Tramping track in Otago, New Zealand

The Cascade Saddle Track, also known as the Cascade Saddle Route, is a 25 km alpine tramping track in the Mount Aspiring National Park, New Zealand that takes approximately four days to complete. It is known for its "spectacular" views but is considered an expert-level track due to the hazardous conditions.

== Description ==
The route is typically undertaken from east to west and links the Matukituki Valley with the Dart River valley. The start of the track is accessed from Wānaka and the end of the track links with the Rees and Dart Tracks, with the exit towards Queenstown. Accommodations are available along the route in the Aspiring Hut and in the Dart Hut. There is a steep scrambling climb from Aspiring Hut towards the Cascade Saddle itself, reaching a maximum elevation of 1835 m. The views of Matukituki Valley from the saddle have been reported as "spectacular". The route then follows the left bank of the Dart River and includes views of the Dart Glacier.

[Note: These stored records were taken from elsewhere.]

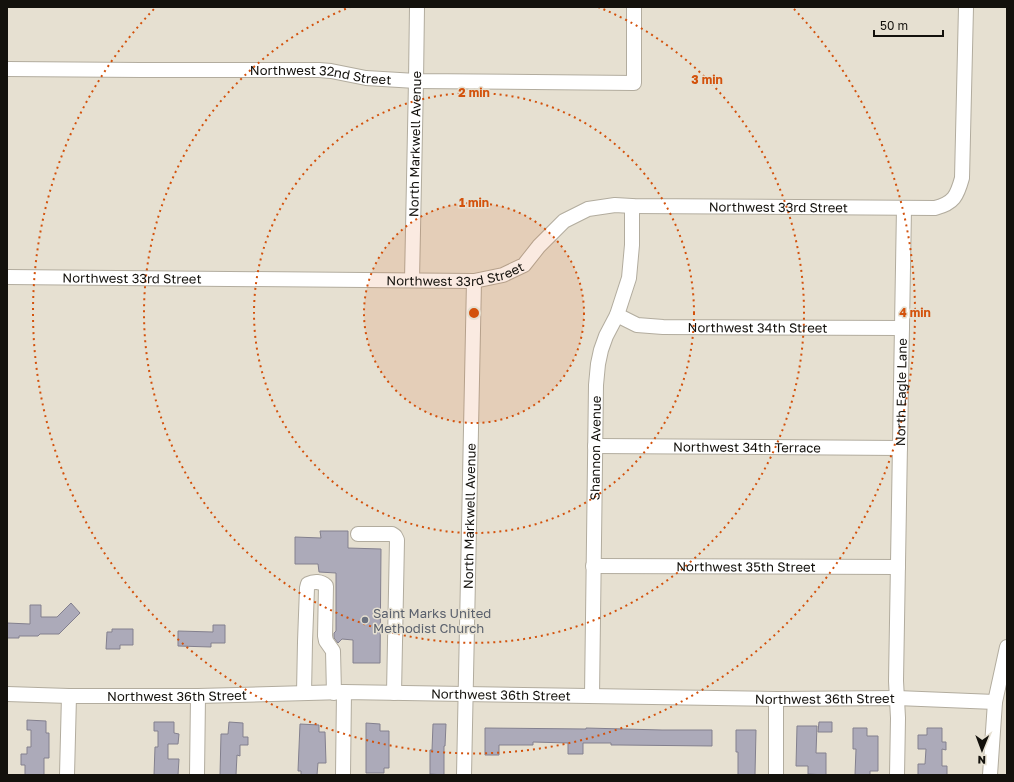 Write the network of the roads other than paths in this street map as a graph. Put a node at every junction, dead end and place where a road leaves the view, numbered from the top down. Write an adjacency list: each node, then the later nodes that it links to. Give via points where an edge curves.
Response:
1 (416, 7): 5 (street, North Markwell Avenue)
2 (634, 7): 5 (street, Northwest 32nd Street, via 634,83)
3 (966, 7): 7 (street, via 962,178 958,191 946,205 935,208)
4 (7, 69): 5 (street, Northwest 32nd Street, via 319,70 366,78)
5 (416, 81): 9 (street, North Markwell Avenue)
6 (632, 206): 7 (street, Northwest 33rd Street); 10 (street, Northwest 33rd Street, via 616,205 588,209 564,221 524,265 503,275); 11 (street, Shannon Avenue, via 629,278)
7 (904, 208): 12 (street, North Eagle Lane)
8 (7, 277): 9 (street, Northwest 33rd Street)
9 (412, 280): 10 (street, Northwest 33rd Street)
10 (474, 281): 23 (street, North Markwell Avenue)
11 (617, 315): 12 (street, Northwest 34th Street, via 637,325 663,327); 13 (street, Shannon Avenue, via 606,336 598,364)
12 (902, 328): 14 (street, North Eagle Lane)
13 (595, 446): 14 (street, Northwest 34th Terrace); 16 (street, Shannon Avenue)
14 (900, 448): 17 (street, North Eagle Lane)
15 (358, 534): 21 (street, via 392,534 397,540)
16 (593, 566): 17 (street, Northwest 35th Street); 26 (street, Shannon Avenue)
17 (898, 567): 27 (street, North Eagle Lane)
18 (1007, 646): 29 (street)
19 (339, 692): 20 (street, Northwest 36th Street); 20 (street, via 333,651 325,636 326,586 315,582 308,584 307,588); 21 (street, Northwest 36th Street); 32 (street)
20 (304, 693): 25 (street, Northwest 36th Street)
21 (394, 693): 23 (street, Northwest 36th Street)
22 (7, 694): 24 (street, Northwest 36th Street)
23 (465, 694): 26 (street, Northwest 36th Street); 33 (street, North Markwell Avenue)
24 (69, 696): 25 (street, Northwest 36th Street); 30 (street)
25 (198, 696): 31 (street)
26 (592, 696): 28 (street, Northwest 36th Street)
27 (897, 698): 28 (street, Northwest 36th Street); 29 (street, Northwest 36th Street); 35 (street, North Eagle Lane)
28 (776, 699): 34 (street)
29 (995, 702): 36 (street)
30 (67, 775)
31 (198, 775)
32 (343, 775)
33 (464, 775)
34 (776, 775)
35 (897, 775)
36 (990, 775) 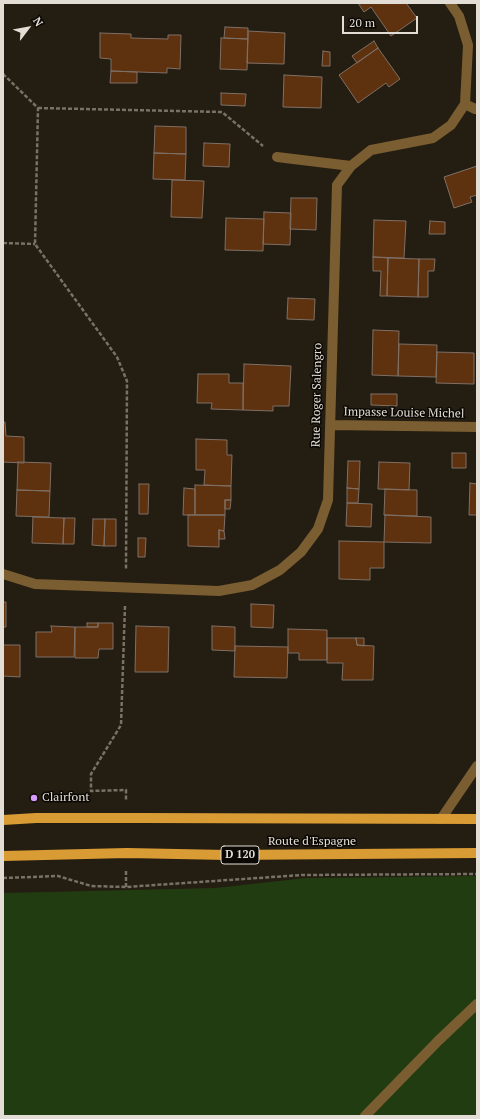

The tramping route has been highlighted as one of the most dangerous, both in New Zealand and worldwide, due to the hazardous alpine nature of the track. The route is maintained by the Department of Conservation, who recommend it is best attempted by experienced trampers. A 2014 proposal to install safety rails was not adopted, partly so as not to encourage attempts by less-experienced hikers.

==Incidents==
In 2005 an Irish doctor, Donal Deery, lost his life on the Cascade Saddle in a 250 m fall to save the life of his partner.
In 2012, a senior software engineer employed by Google, Frank Spychalski, died on the Cascade Saddle route after falling 200 m. There have been a number of other fatalities reported, with at least 10 lives lost over several decades.